2010-11-09 Thread Simon Riggs
On Tue, 2010-11-09 at 13:34 +0200, Heikki Linnakangas wrote:
 (cleaning up my inbox, and bumped into this..)
 
 On 22.04.2010 12:31, Simon Riggs wrote:
  On Thu, 2010-04-22 at 12:18 +0300, Heikki Linnakangas wrote:
  Simon Riggs wrote:
  On Thu, 2010-04-22 at 11:56 +0300, Heikki Linnakangas wrote:
 
  If none of the removed heap tuples were present anymore, we currently
  return InvalidTransactionId, which kills/waits out all read-only
  queries. But if none of the tuples were present anymore, the 
  read-only
  queries wouldn't have seen them anyway, so ISTM that we should treat
  InvalidTransactionId return value as we don't need to kill anyone.
  That's not the point. The tuples were not themselves the sole focus,
  Yes, they were. We're replaying a b-tree deletion record, which removes
  pointers to some heap tuples, making them unreachable to any read-only
  queries. If any of them still need to be visible to read-only queries,
  we have a conflict. But if all of the heap tuples are gone already,
  removing the index pointers to them can'ẗ change the situation for any
  query. If any of them should've been visible to a query, the damage was
  done already by whoever pruned the heap tuples leaving just the
  tombstone LP_DEAD item pointers (in the heap) behind.
  You're missing my point. Those tuples are indicators of what may lie
  elsewhere in the database, completely unreferenced by this WAL record.

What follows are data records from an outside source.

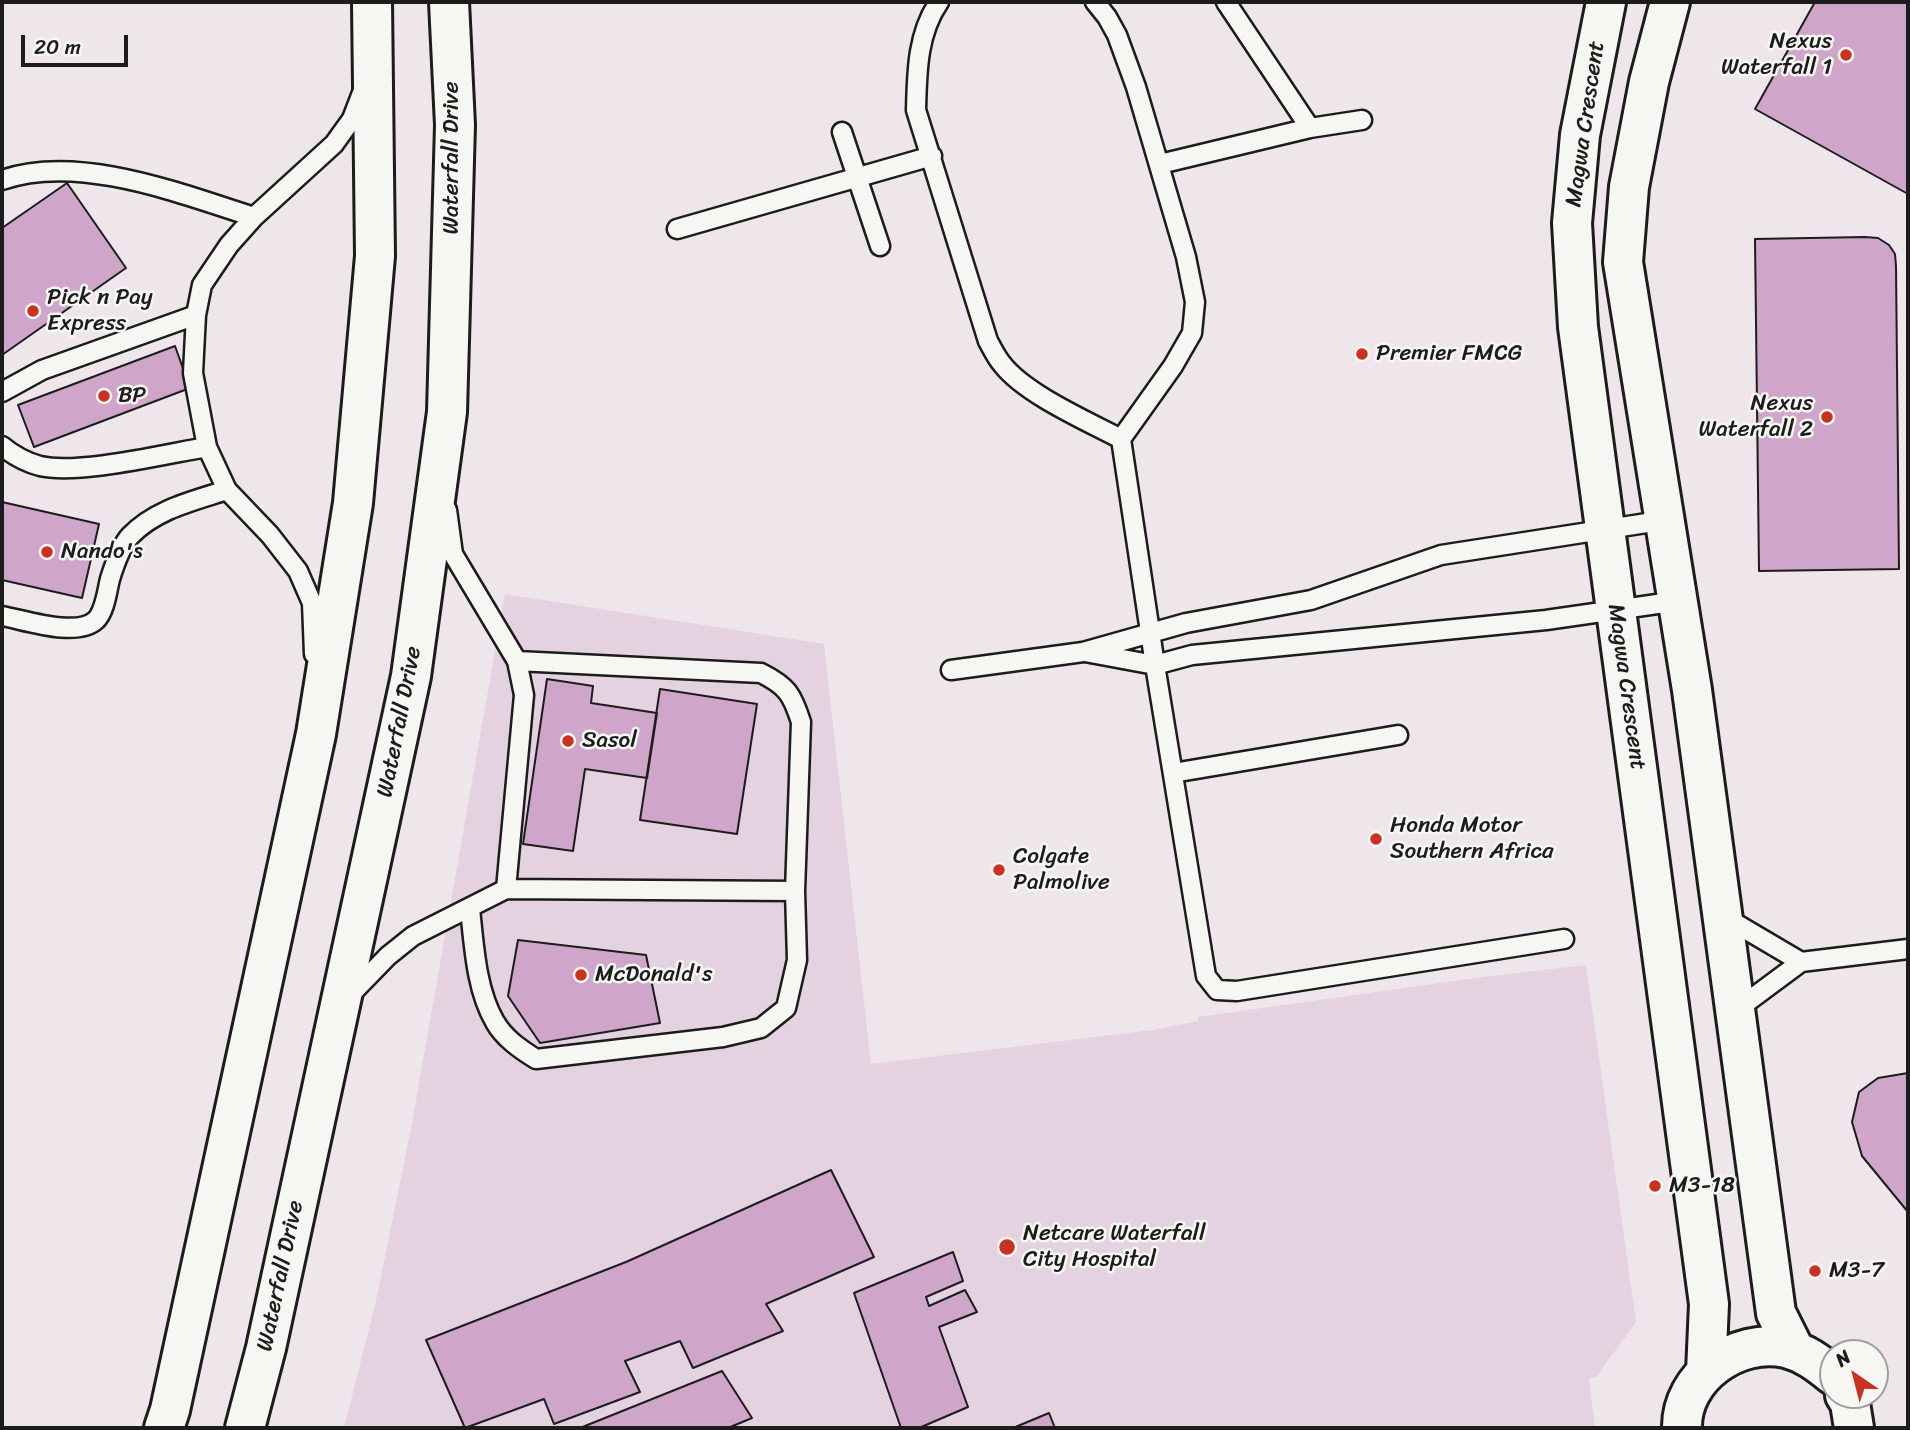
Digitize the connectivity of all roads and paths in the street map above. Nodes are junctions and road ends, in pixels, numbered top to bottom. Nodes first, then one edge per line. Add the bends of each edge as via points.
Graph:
1 (372, 2) edge
2 (449, 2) edge
3 (939, 2) edge
4 (1095, 2) edge
5 (1226, 2) edge
6 (1606, 2) edge
7 (1670, 2) edge
8 (373, 68) junction
9 (1362, 120) dead end
10 (1310, 128) junction
11 (842, 132) dead end
12 (932, 156) junction
13 (1160, 164) junction
14 (857, 178) junction
15 (2, 180) edge
16 (254, 217) junction
17 (677, 229) dead end
18 (880, 246) dead end
19 (196, 315) junction
20 (2, 392) edge
21 (446, 412) junction
22 (1121, 439) junction
23 (2, 446) edge
24 (207, 447) junction
25 (227, 490) junction
26 (1666, 520) junction
27 (1605, 528) junction
28 (1678, 601) junction
29 (1616, 608) junction
30 (2, 616) edge
31 (1151, 632) junction
32 (1083, 652) junction
33 (517, 661) junction
34 (1155, 665) junction
35 (951, 670) dead end
36 (316, 734) junction
37 (1398, 735) dead end
38 (1173, 773) junction
39 (506, 889) junction
40 (795, 891) junction
41 (470, 909) junction
42 (1723, 915) junction
43 (1564, 939) dead end
44 (1908, 949) edge
45 (1801, 962) junction
46 (342, 1003) junction
47 (1735, 1011) junction
48 (1795, 1351) junction
49 (1819, 1364) edge
50 (1706, 1372) junction
51 (1851, 1409) edge
52 (164, 1428) edge
53 (245, 1428) edge
54 (1682, 1428) edge
55 (1854, 1428) edge

1 - 8 street
2 - 21 street, Waterfall Drive via 455,125
3 - 12 lane via 925,28 917,72 916,110
4 - 13 lane via 1117,36
5 - 10 lane
6 - 27 street, Magwa Crescent via 1580,135 1572,223 1578,327
7 - 26 street via 1629,187 1623,262
8 - 16 lane via 352,119 334,144
8 - 36 street via 375,256 353,503
9 - 10 lane
10 - 13 lane
11 - 14 lane
12 - 14 lane
12 - 22 lane via 988,341 1002,365 1032,390
13 - 22 lane via 1195,302 1192,333
14 - 17 lane
14 - 18 lane
15 - 16 lane via 38,171 117,177
16 - 19 lane via 211,269 202,285
19 - 20 lane via 42,370
19 - 24 lane via 193,373
21 - 33 lane via 444,472 453,554
21 - 46 street, Waterfall Drive via 411,676
22 - 31 lane
23 - 24 lane via 43,467 77,467
24 - 25 lane
25 - 30 lane via 166,510 129,537 95,621 63,628
25 - 36 lane via 298,571 312,603
26 - 27 lane
26 - 28 street
27 - 29 street, Magwa Crescent
27 - 31 lane via 1441,555 1311,600
28 - 29 lane
28 - 42 street
29 - 34 lane via 1546,620 1192,655
29 - 50 street, Magwa Crescent via 1709,1304
31 - 32 lane
31 - 34 lane
32 - 34 lane
32 - 35 lane
33 - 39 lane via 524,695
33 - 40 lane via 761,673 778,682 794,699 801,722
34 - 38 lane
36 - 52 street
37 - 38 lane
38 - 43 lane via 1206,976 1217,990 1237,991
39 - 40 lane
39 - 41 lane
40 - 41 lane via 797,960 786,1008 761,1028 723,1037 536,1059 515,1046 495,1022 482,990
41 - 46 lane via 413,936
42 - 45 lane
42 - 47 street
44 - 45 lane
45 - 47 lane
46 - 53 street, Waterfall Drive
47 - 48 street via 1776,1313
48 - 49 street
48 - 50 street via 1754,1347 1728,1356
50 - 54 street via 1690,1395
51 - 55 street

  Just because these referenced tuples are gone doesn't imply that all
  tuple versions written by the as yet-unknown-xids are also gone. We
  can't infer anything about the whole database just from one small group
  of records.
  Have you got an example of that?
 
  I don't need one, I have suggested the safe route. In order to infer
  anything, and thereby further optimise things, we would need proof that
  no cases can exist, which I don't have. Perhaps we can add yet, not
  sure about that either.
 
  It's good to be safe rather than sorry, but I'd still like to know
  because I'm quite surprised by that, and got me worried that I don't
  understand how hot standby works as well as I thought I did. I thought
  the point of stopping replay/killing queries at a b-tree deletion record
  is precisely that it makes some heap tuples invisible to running
  read-only queries. If it doesn't make any tuples invisible, why do any
  queries need to be killed? And why was it OK for them to be running just
  before replaying the b-tree deletion record?
 
  I'm sorry but I'm too busy to talk further on this today. Since we are
  discussing a further optimisation rather than a bug, I hope it is OK to
  come back to this again later.
 
 Would now be a good time to revisit this? I still don't see why a b-tree 
 deletion record should conflict with anything, if all the removed index 
 tuples point to just LP_DEAD tombstones in the heap.

I want what you say to be true. The question is: is it? We just need to
explain why that will never be a problem.